I'll Never Forget When Alexa Chung's Love Letter from Alex Turner Was Found in a Bar
Breakups That Broke Us is a weekly column about the failed celebrity relationships that convinced us love is dead.
In my late teens and early 20s, there were three things I held dear: friends, grades, and Alexa Chung and Alex Turner’s relationship. An aspiring Anglophile, I was in awe of her effortless, impossibly cool style and his unapologetically catchy tunes, rife with British slang. Like Chung, I’m of mixed Asian heritage (her father is three-quarters Chinese), and in turn was able to envision myself with the ruggedly handsome rocker, strumming his guitar and whispering sweet nothings into my ear from thousands of miles away.
Everything about them was perfect. She, a chic TV host, model, and Mulberry muse, he, a singer-songwriter and Arctic Monkeys frontman with brilliant lyricism and a voice that’s capable of making the most cynical listener swoon. Not only did their names complement each other — Alexa and Alex! — so did their hair color, sartorial choices, and penchant for alternative music (Chung also DJs).
My obsession was uncontainable. I’d drive around listening to the Arctic Monkeys, theorizing which of Turner’s passionate verses were about Chung, his one true love. I convinced a friend to see them in concert at Webster Hall in New York City when they had zero name recognition this side of the Atlantic. For crying out loud, even my high school boyfriend grew up in London and played in a band. In retrospect, this was not so much a coincidence as my subconscious guiding me to his vaguely UK ties. He was similarly fair-skinned, lanky, and a bit shy, with the requisite mop top. It should be noted that his name is also Alex.
I was hardly the only person this enamored by them. Anyone who sported skinny jeans and Chucks, camped out at Glastonbury, or regarded NME as the Holy Bible in the aughts shipped Alexa and Alex. They were the Courtney Love and Kurt Cobain of indie rock, and their coupling was as romantic as Turner’s tender ballads. Neither has confirmed exactly how and where they met, but the pair was first spotted together around the fall of 2007, after the Arctic Monkeys were named Best Band In The World at the Q Awards, one of Britain's largest music awards shows. Talk about peaking.
Turner’s suaveness went on full display after a love letter he wrote to Chung was found at a bar and circulated on Reddit. I momentarily questioned whether the missive was leaked on purpose, but who would risk losing such a beautiful piece of poetry? “My mouth hasn’t shut up about you since you kissed it. The idea that you may kiss it again is stuck in my brain, which hasn’t stopped thinking about you since, well, before any kiss,” Turner wrote. R.I.P. my ovaries.

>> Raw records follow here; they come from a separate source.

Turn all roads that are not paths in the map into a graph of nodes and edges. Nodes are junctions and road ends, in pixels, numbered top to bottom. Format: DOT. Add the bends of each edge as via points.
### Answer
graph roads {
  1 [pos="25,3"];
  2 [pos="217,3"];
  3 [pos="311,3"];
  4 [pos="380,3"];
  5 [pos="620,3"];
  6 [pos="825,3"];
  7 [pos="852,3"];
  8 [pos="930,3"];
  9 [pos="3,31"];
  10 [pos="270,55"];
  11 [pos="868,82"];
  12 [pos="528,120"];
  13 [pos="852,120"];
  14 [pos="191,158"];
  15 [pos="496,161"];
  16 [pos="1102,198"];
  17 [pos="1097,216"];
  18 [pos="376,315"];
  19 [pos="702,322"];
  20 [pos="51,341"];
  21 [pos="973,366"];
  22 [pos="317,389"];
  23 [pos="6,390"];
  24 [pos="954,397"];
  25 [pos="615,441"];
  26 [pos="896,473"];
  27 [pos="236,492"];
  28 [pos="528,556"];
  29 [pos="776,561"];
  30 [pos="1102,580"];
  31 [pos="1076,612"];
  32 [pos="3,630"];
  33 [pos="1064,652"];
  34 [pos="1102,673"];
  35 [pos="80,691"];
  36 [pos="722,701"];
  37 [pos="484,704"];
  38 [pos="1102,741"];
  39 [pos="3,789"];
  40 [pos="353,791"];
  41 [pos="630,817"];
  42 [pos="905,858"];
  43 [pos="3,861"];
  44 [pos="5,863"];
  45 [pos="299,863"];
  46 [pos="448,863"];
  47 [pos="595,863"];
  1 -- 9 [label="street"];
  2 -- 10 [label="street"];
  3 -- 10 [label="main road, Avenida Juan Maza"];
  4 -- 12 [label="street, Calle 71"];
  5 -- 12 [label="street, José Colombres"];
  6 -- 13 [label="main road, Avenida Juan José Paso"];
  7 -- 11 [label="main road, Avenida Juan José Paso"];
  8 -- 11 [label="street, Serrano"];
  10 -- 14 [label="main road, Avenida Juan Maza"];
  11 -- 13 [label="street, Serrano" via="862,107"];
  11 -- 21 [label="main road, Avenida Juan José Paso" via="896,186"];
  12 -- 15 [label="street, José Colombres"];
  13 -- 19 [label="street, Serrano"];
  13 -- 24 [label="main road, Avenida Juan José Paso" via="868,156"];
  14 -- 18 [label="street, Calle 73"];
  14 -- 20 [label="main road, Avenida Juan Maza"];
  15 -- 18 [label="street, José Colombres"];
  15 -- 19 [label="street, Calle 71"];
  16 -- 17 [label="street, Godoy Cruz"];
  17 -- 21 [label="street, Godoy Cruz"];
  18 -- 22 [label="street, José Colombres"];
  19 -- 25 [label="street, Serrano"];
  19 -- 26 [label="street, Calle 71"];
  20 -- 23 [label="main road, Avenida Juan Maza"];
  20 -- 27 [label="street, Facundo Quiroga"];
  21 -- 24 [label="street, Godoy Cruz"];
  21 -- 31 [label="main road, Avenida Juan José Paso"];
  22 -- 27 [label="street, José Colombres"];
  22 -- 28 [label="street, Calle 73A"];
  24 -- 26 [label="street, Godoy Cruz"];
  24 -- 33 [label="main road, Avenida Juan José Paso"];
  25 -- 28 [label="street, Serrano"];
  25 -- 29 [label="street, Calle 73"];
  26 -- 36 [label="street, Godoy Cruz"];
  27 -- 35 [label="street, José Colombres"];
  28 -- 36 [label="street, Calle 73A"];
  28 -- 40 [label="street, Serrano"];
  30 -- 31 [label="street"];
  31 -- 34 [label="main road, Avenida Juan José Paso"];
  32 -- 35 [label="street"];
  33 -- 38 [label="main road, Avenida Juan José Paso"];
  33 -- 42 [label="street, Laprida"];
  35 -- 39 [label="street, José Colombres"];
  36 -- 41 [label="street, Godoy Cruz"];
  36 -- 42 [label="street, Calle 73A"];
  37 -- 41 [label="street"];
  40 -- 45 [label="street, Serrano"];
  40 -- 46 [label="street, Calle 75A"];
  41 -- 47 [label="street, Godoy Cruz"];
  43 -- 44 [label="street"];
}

In 2011, when news of their split came after four years together, it didn’t just upset me, it shook me to my core. Was love dead? If Alexa and Alex couldn’t make it work, what shot in hell did I have? I catapulted into an existential crisis so deep, it would take years to emerge unscathed (if I’m being honest, I’m not fully okay). The breakup was reportedly amicable. In a 2013 interview with The Guardian to promote her book, It — in which Turner gets a dedicated chapter — Chung insisted “Al” (Al!) was still her “best friend.” Rumors swirled around a potential reconciliation in 2017 when they were spotted together at a pub near London’s Victoria Park.
Yet life went blithely on. Chung dated other guys (Alexander Skarsgård and Matt Hitt), and Turner dated other girls (Arielle Vandenberg and Louise Verneuil). Chung is reportedly dating musician Orson Fry at the moment.
Not to mention both parties have had a slew of professional successes. In the years since their split, Chung has launched an eponymous fashion label and become the co-host of Netflix’s Next In Fashion alongside Tan France. To his end, Turner has released three albums (two with the Arctic Monkeys and one for his side project, The Last Shadow Puppets) and collaborated with bands like Queens of the Stone Age.
We’ll always have the music, though — specifically the Arctic Monkeys’ 2009 single “Fire and the Thud” that Turner penned for Chung after she landed her own MTV show in New York. He sings, “If it’s true you’re gonna run away / Tell me where, I’ll meet you there.” (He relocated with her before they ultimately called it quits.) Turner told Mojo: “It’s the most honest song on the record, some songs are disguises for one little thing that you want to say, just to tell someone something.” Every once in a while, I’ll listen to it and wonder what might have been.